A economia refém dos bancos

Não é preciso ser economista para perceber o problema estrutural: a economia norte-americana — e, por extensão, o capitalismo global — tornou-se refém de um sistema financeiro hipertrofiado, onde cada movimento do banco central serve, antes de tudo, para preservar a estabilidade dos mercados, não o bem-estar da população.

O Fed inicia um debate sobre o fim do QT justamente porque os sinais de estresse voltaram a aparecer. Bancos recorreram a mecanismos emergenciais de financiamento em níveis que não se viam desde a pandemia, um indício de que a liquidez está secando. Ou seja, enquanto Wall Street reclama da falta de dinheiro barato, Main Street — a economia real — já vive há meses sob o peso dos juros altos e da restrição de crédito.

Essa é a ironia cruel do sistema: o mesmo banco central que drenou liquidez para conter a inflação — pressionando famílias endividadas, pequenas empresas e trabalhadores — agora corre para aliviar a dor dos grandes bancos.

A lição esquecida de 2019

Entre os formuladores de política monetária, o medo é repetir o trauma de setembro de 2019, quando o aperto de liquidez fez as taxas de curto prazo dispararem, gerando pânico nos mercados. Naquele momento, o Fed foi obrigado a intervir às pressas, injetando bilhões para acalmar os investidores.

A história pode não se repetir exatamente, mas rima: novamente, há sinais de que o sistema bancário está mais frágil do que aparenta. O uso crescente da linha permanente de recompra do Fed — um mecanismo de emergência — indica que as reservas bancárias estão diminuindo perigosamente. Economistas alertam que o banco central está “muito perto” de cruzar o limite entre “liquidez abundante” e “liquidez apertada”.

Esse limite, no entanto, é mais do que técnico: é político. É o ponto em que a retórica de estabilidade financeira entra em conflito com a realidade social de uma economia desigual, onde o custo da política monetária é socializado, mas os lucros continuam privatizados.

A desigualdade que o Fed não quer enxergar

Mesmo com o balanço patrimonial ainda inflado — US$ 6,59 trilhões, mais que o dobro do nível pré-pandemia —, o Fed enfrenta críticas de todos os lados. O secretário do Tesouro, Scott Bessent, chegou a acusar o programa de QE de “ampliar a desigualdade social”. Embora sua crítica parta de um viés conservador, ela expõe uma verdade incômoda: o afrouxamento monetário, da forma como é implementado, beneficia desproporcionalmente o topo da pirâmide.

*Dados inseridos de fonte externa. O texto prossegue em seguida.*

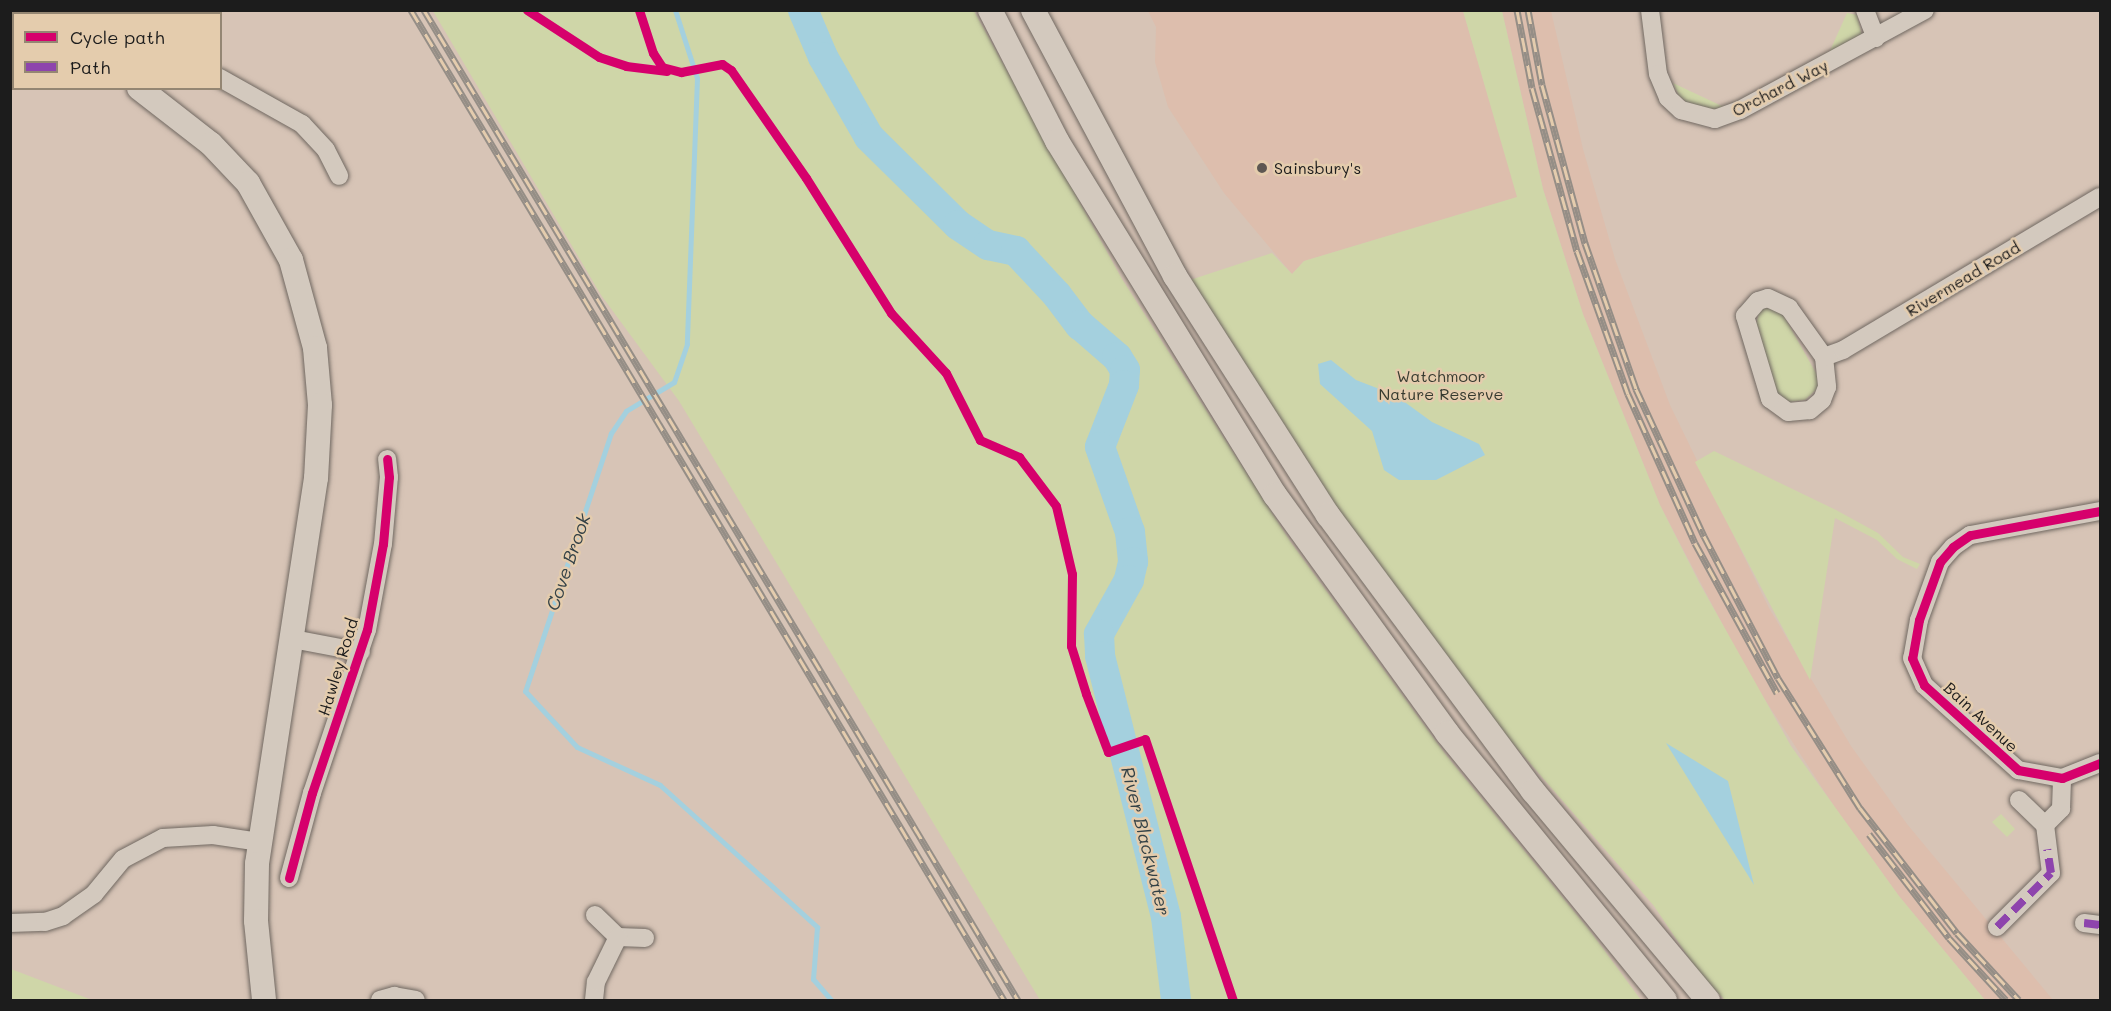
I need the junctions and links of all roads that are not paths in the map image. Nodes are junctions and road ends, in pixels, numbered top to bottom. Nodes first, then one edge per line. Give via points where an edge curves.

Quando o Fed injeta liquidez, o dinheiro não chega diretamente aos trabalhadores ou aos serviços públicos — ele entra pelos bancos e mercados financeiros, inflando os preços de ativos e fortalecendo quem já detém capital. É um “socialismo para os ricos”, seguido de um “austericídio” para os demais quando o ciclo se inverte.

Agora, com o QT chegando ao fim, o discurso muda: fala-se em “normalização”, em “cautela”, em “evitar choques de liquidez”. Mas pouco se fala sobre as consequências sociais de três anos de aperto monetário, que ajudaram a frear salários, conter investimentos e aumentar o custo da dívida das famílias.

O dilema do império financeiro

O que está em jogo não é apenas a política monetária dos Estados Unidos, mas o modelo global que ela sustenta. Desde 2008, o Fed atua como bombeiro de um sistema financeiro que vive incendiando a própria casa. Expande o balanço em crises, contrai em tempos de bonança, e repete o ciclo como se fosse inevitável — enquanto as desigualdades se aprofundam e o poder de decisão permanece concentrado em uma elite tecnocrática.

O fim do QT não deve ser visto como um gesto de prudência, mas como mais um capítulo de um sistema que só se move quando os riscos atingem os grandes. A economia real — os trabalhadores, os pequenos produtores, as famílias endividadas — permanece fora da equação.

Talvez seja hora de discutir não apenas quando o Fed deve parar de apertar ou afrouxar, mas para quem essas políticas servem. Porque, enquanto a liquidez for tratada como um privilégio de mercado e não como um instrumento de justiça social, o capitalismo seguirá reproduzindo a sua própria crise — e chamando isso de estabilidade.